Act with Caution

Mortgage servicing these days resembles a huge construction site of ideas, many of which have a lot to do with purchasing nonperforming loans. How do we stop the complex domino effect of mortgage defaults and foreclosures on the economy at large through long-term efficient regulation and loan modifications?

Investors like Residential Credit Solutions, Los Angeles, appear to be reasonably cautious in a constantly changing marketplace. Despite the Obama administration's goodwill and efforts to ease the crisis, both in housing and the economy at large, new regulation and the Troubled Asset Relief Program have generated hope as well as a paralyzing wait-and-see response from both buyers and sellers.

Waiting they may be, but servicers also are coming up with loss mitigation solutions, technology tools and borrower information. Silverstone Investment Group has come up with a do-it-yourself loan modification DVD for homeowners in distress that makes the process more affordable and easy to understand. It is a convenient tool considering how over half of all homeowners in default or foreclosure never contacted their servicer. Even one DVD can help improve the quality of a nonperforming loan and make it easier for the holding bank to sell it to those cautious investors.

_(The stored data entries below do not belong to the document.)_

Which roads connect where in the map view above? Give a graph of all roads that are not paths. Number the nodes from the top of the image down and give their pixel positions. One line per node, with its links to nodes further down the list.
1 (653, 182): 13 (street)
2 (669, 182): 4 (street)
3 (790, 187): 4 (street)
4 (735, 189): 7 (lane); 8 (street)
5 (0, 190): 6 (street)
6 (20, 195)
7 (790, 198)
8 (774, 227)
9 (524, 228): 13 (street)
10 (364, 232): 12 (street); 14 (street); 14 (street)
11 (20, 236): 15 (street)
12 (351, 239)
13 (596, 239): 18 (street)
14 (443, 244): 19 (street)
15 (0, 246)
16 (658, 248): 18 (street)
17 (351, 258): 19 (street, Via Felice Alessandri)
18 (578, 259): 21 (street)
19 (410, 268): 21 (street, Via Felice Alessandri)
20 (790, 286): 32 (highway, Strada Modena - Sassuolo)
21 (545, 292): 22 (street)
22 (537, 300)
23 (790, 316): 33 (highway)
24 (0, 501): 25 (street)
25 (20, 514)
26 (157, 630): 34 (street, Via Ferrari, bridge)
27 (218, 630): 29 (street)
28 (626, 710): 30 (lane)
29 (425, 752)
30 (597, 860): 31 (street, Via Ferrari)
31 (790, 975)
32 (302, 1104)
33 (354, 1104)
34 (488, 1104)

Investors of whole loans as well as securities' investors are cautious about where they place their funds. Delinquencies in the residential marketplace have long affected securities investors. Now CMBS holders also are concerned. Loans secured by large-size commercial real estate properties are now at risk of default, so both investors and ratings agencies, which have been blamed for lack of hindsight, carefully review their predictions. Finally, as the crisis turned global, Dublin-based Research and Markets recently published a world guide on performing and nonperforming loans with reports on countries ranging from the U.S. to Vietnam.